The Maze: AI shopping has crossed from novelty to habit. New consumer data shows who adopts first, what drives trust, and where automation sticks. The signal is clear: context matters more than age, and routine beats hype.

  • Families use AI shopping tools 6 to 17 pp more than solo consumers, peaking at groceries at 46% vs 34%

  • 75% of consumers are open to Gen AI recommendations, while 53% already bought based on AI suggestions

  • Comfort with AI shopping assistants is stable across Gen Z, Millennials, Gen X, and Boomers at ~49 to 51%

  • 20% of consumers already use AI assistants several times a week or daily for shopping automation

Why it matters: AI is no longer just discovery tech. It is becoming execution infrastructure for ecommerce.
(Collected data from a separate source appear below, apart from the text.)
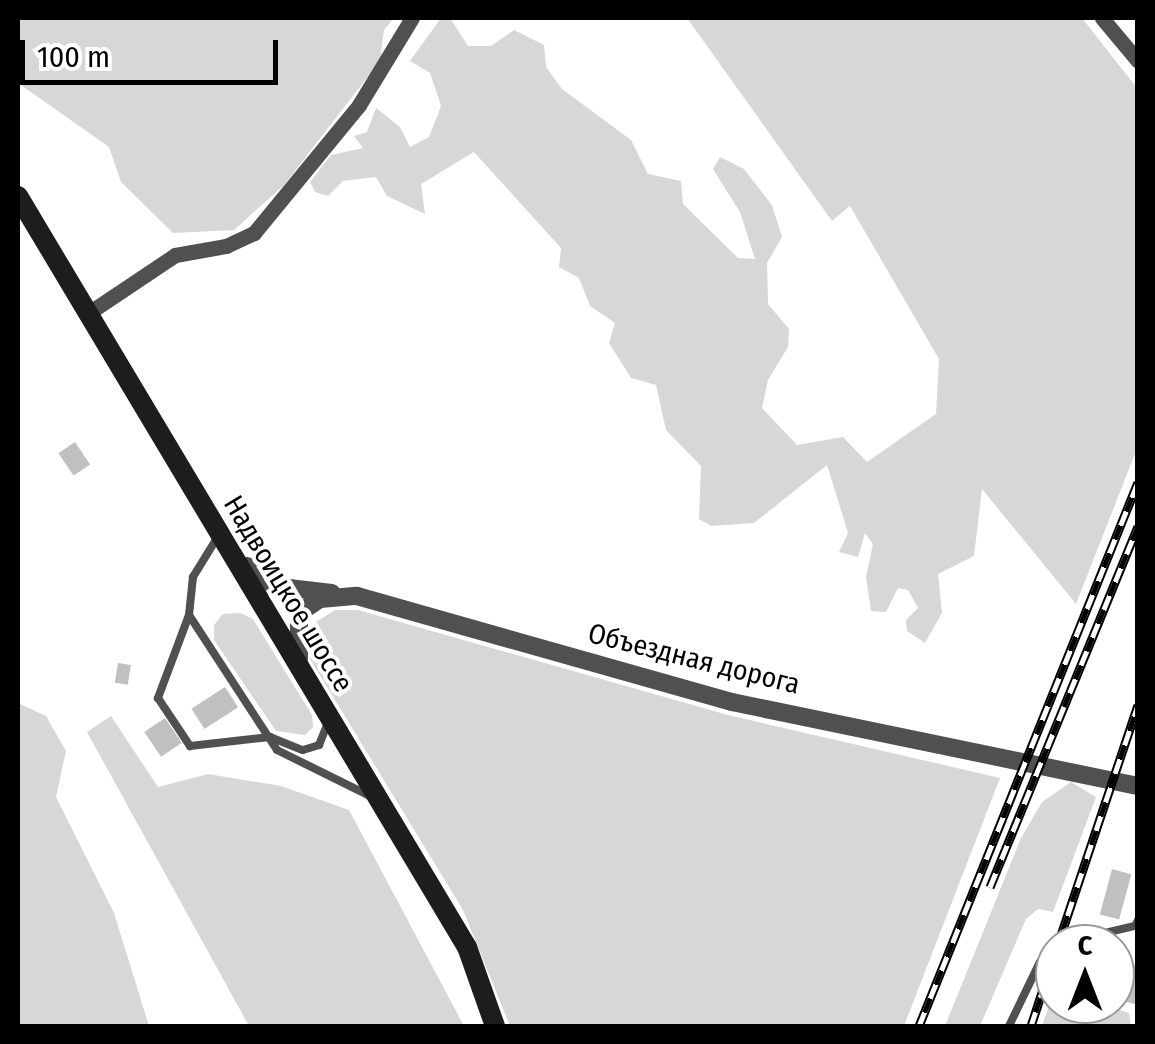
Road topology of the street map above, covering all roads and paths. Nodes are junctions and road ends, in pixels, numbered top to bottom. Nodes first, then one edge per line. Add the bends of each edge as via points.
1 (412, 18) edge
2 (1102, 18) edge
3 (1138, 61) edge
4 (18, 196) edge
5 (87, 314) junction
6 (219, 534) junction
7 (358, 596) junction
8 (189, 615) junction
9 (301, 669) junction
10 (328, 715) junction
11 (270, 737) junction
12 (1138, 786) edge
13 (380, 801) junction
14 (1035, 972) edge
15 (495, 1026) edge
16 (1009, 1026) edge

1 - 5 street via 359,104 254,233 226,246 175,255
2 - 3 street
4 - 5 main road, Надвоицкое шоссе
5 - 6 main road, Надвоицкое шоссе
6 - 7 street via 263,585
6 - 8 lane via 193,577
6 - 9 main road, Надвоицкое шоссе
7 - 9 street, Объездная дорога via 320,599 299,613 294,639
7 - 12 street, Объездная дорога via 732,702
8 - 11 lane
8 - 11 lane via 158,698 179,730 190,746
9 - 10 main road, Надвоицкое шоссе
10 - 11 lane via 319,745 286,749
10 - 13 main road, Надвоицкое шоссе
11 - 13 lane via 277,750
13 - 15 main road, Надвоицкое шоссе via 467,947
14 - 16 lane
Platforms that own routines win share, data, and loyalty at the same time.

BRIEFING

🏬 Everything else in Ecommerce & Big Tech

🇺🇸 Walmart launched Marty, a new conversational AI agent for Walmart Connect designed to help advertisers more efficiently manage and measure campaigns within its retail media network.

🇺🇸 Google is testing expanded video asset limits in Performance Max, giving advertisers more creative variety without requiring them to fragment their campaign structures.

🇺🇸 Google rolled out asset group A/B testing for Performance Max to all users, allowing advertisers to experiment with creative combinations via a new beta feature.

🇺🇸 Amazon is integrating its Alexa assistant into Samsung TVs and BMW vehicles, signaling a major push for voice-commerce to live across third-party hardware ecosystems.

🇭🇰 AS Watson is preparing a $2 billion dual IPO in London and Hong Kong for the parent company of Superdrug and Kruidvat, marking one of the year's most anticipated retail listings.

🇯🇵 Uniqlo surged to a record $1.3 billion quarterly profit, with strong international growth helping parent company Fast Retailing offset rising trade costs and potential global headwinds.